- DATA -
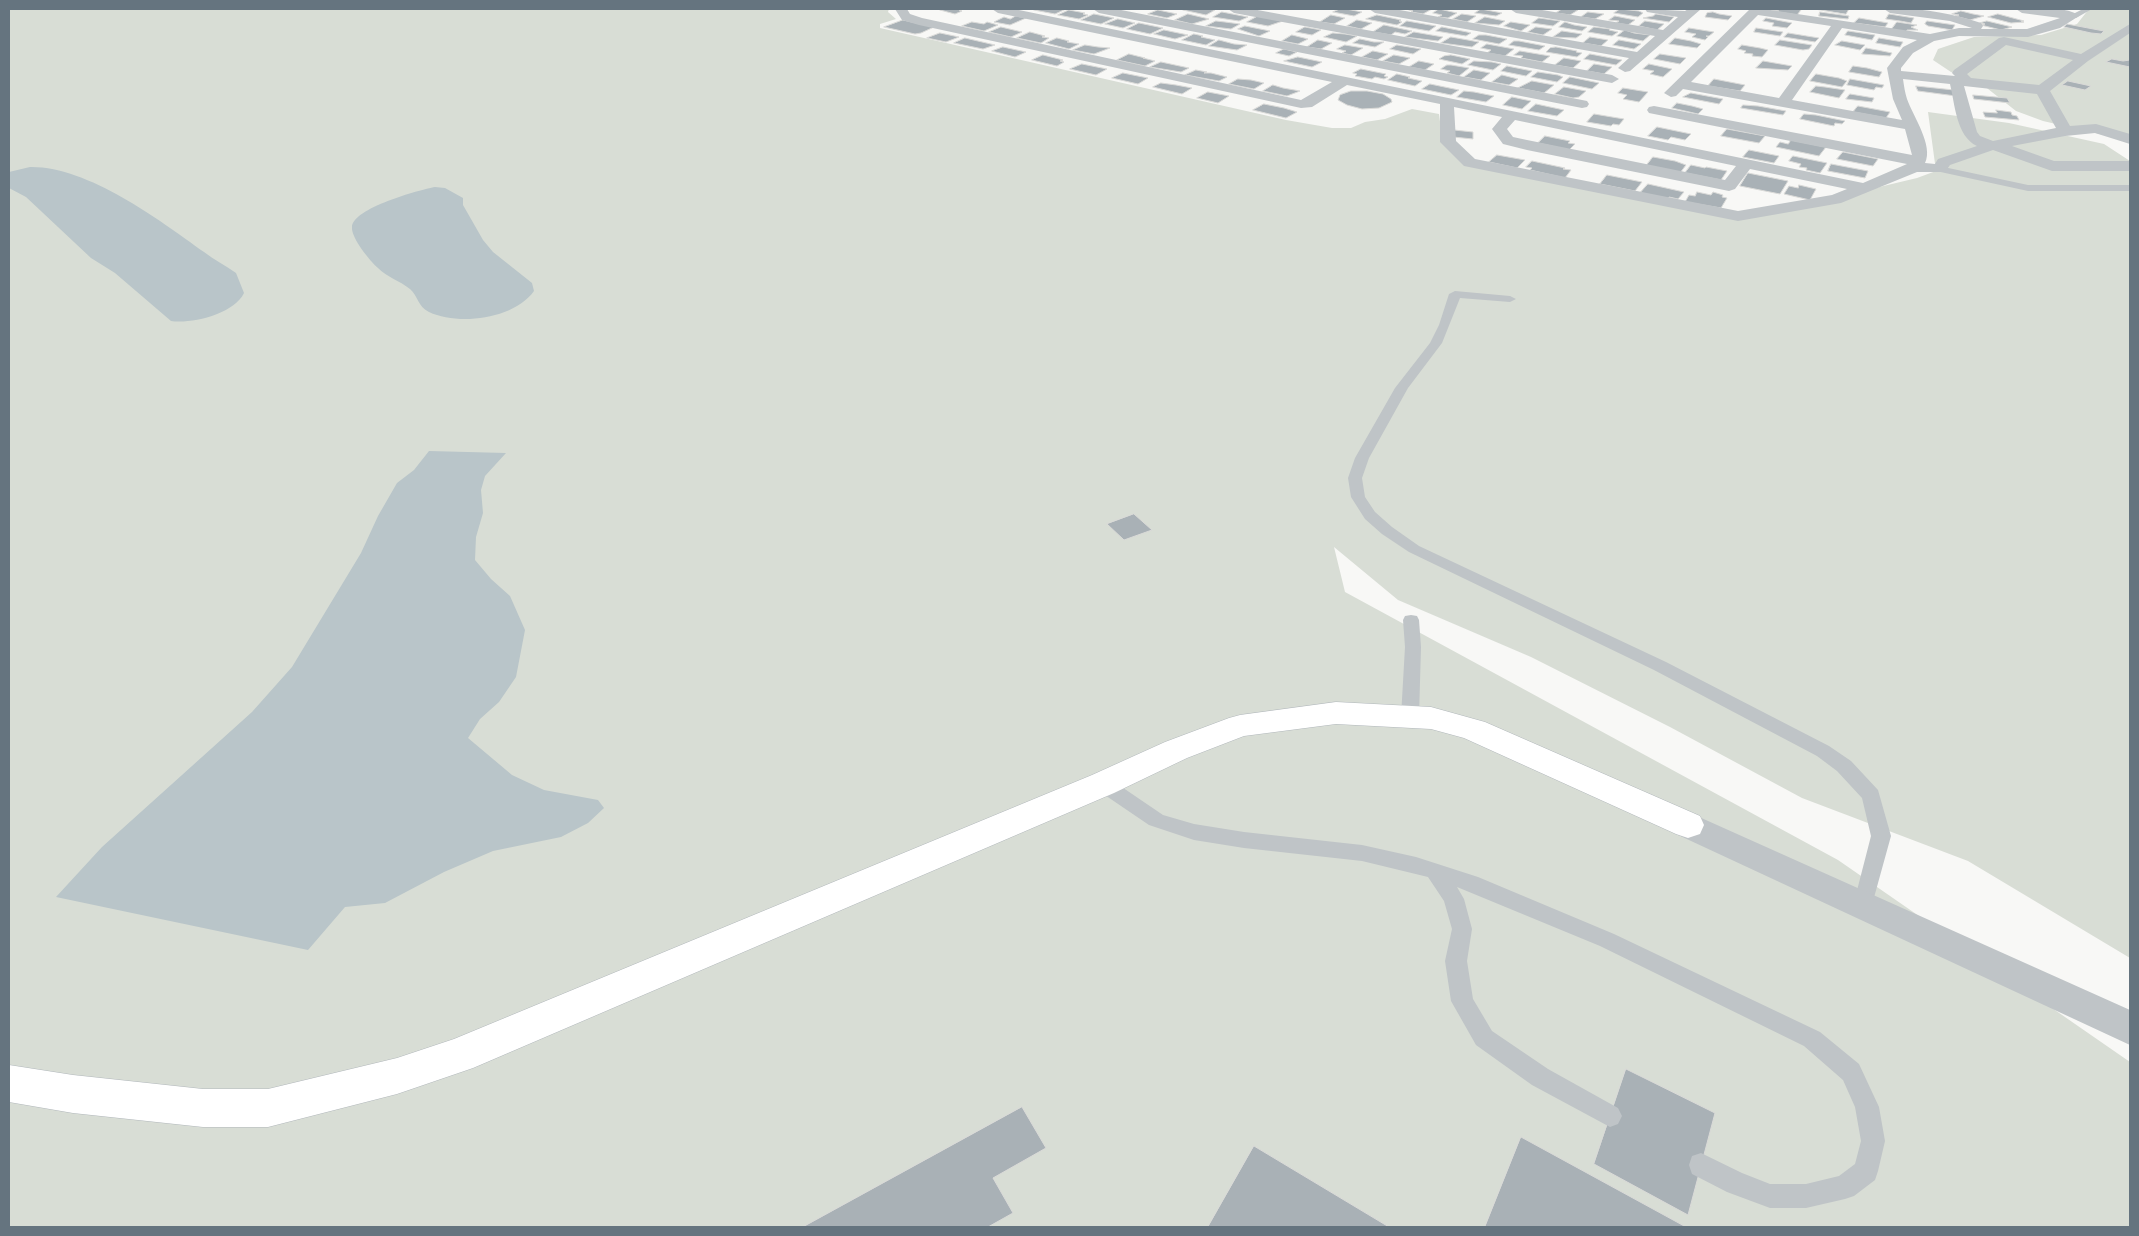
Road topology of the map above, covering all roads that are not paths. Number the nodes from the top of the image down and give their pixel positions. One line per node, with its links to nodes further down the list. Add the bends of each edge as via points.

---

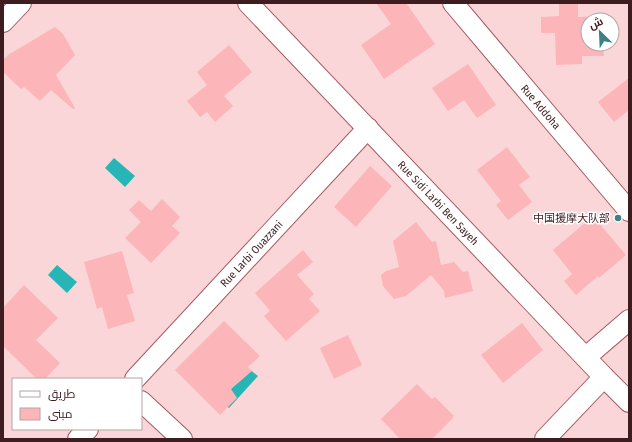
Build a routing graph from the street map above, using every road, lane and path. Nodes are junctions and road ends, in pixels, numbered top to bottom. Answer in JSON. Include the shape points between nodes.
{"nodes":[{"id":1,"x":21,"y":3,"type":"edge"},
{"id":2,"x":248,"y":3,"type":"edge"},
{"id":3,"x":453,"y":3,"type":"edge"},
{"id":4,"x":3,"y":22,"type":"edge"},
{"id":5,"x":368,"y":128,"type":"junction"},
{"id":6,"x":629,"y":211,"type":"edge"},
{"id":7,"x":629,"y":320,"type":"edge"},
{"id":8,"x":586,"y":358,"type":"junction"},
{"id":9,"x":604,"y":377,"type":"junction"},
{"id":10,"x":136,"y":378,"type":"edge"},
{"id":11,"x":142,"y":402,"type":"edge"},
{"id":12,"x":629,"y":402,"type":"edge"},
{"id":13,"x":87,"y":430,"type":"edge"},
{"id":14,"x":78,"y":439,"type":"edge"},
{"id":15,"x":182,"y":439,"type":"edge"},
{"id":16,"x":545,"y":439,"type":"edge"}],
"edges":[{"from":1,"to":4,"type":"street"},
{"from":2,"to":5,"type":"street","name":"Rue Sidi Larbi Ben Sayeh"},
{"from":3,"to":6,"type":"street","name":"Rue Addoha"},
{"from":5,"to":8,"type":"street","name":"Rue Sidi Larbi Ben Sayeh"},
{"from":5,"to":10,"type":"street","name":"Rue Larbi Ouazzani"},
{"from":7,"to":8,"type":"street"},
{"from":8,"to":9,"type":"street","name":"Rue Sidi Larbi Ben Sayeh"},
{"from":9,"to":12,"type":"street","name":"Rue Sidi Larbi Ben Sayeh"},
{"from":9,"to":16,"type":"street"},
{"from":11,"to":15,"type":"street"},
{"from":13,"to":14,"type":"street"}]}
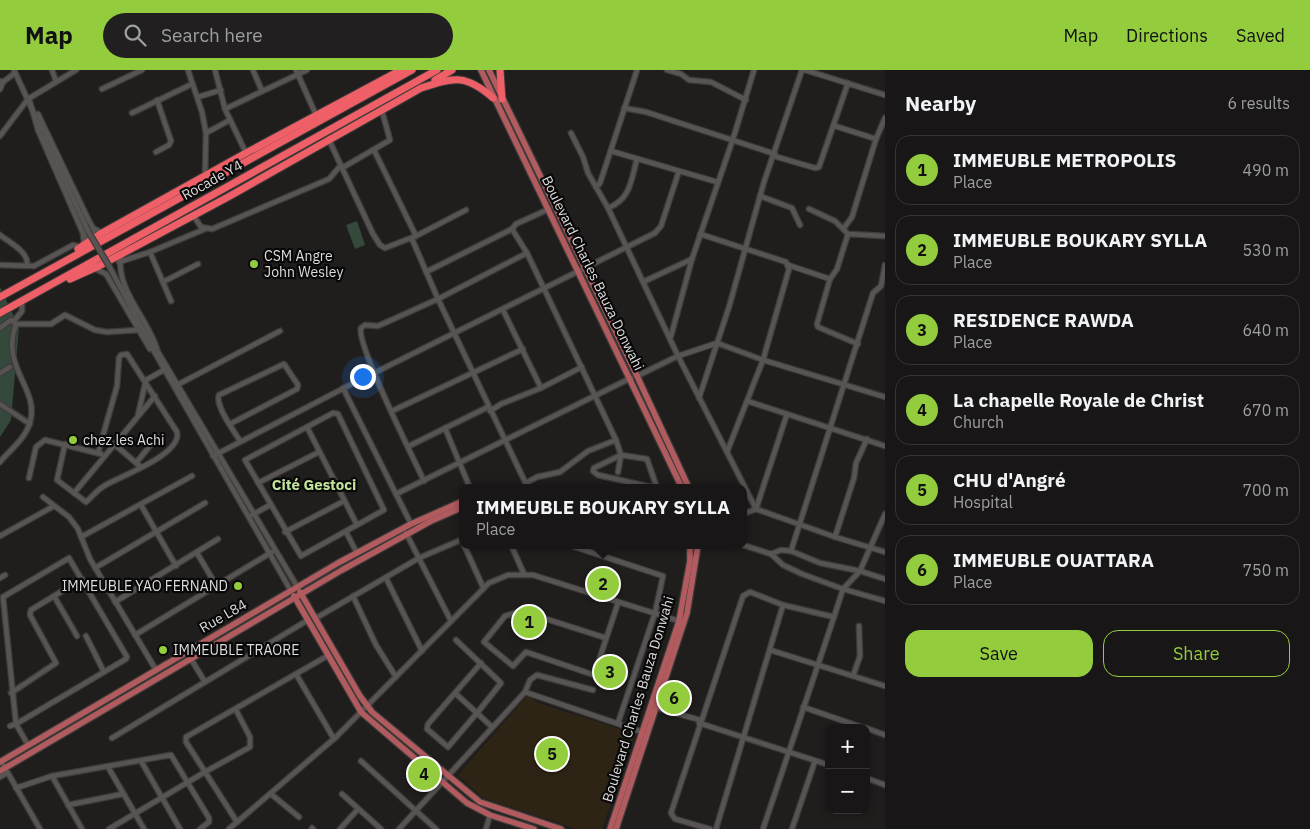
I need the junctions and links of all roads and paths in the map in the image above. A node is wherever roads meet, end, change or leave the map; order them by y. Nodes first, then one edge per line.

- WHAT THE EXERCISE ASKS -
Search the entries for the string "links" and copy each line where it occurs.

- TASK SOLUTION -
Road topology of the map above, covering all roads that are not paths. Number the nodes from the top of the image down and give their pixel positions. One line per node, with its links to nodes further down the list. Add the bends of each edge as via points.
I need the junctions and links of all roads and paths in the map in the image above. A node is wherever roads meet, end, change or leave the map; order them by y. Nodes first, then one edge per line.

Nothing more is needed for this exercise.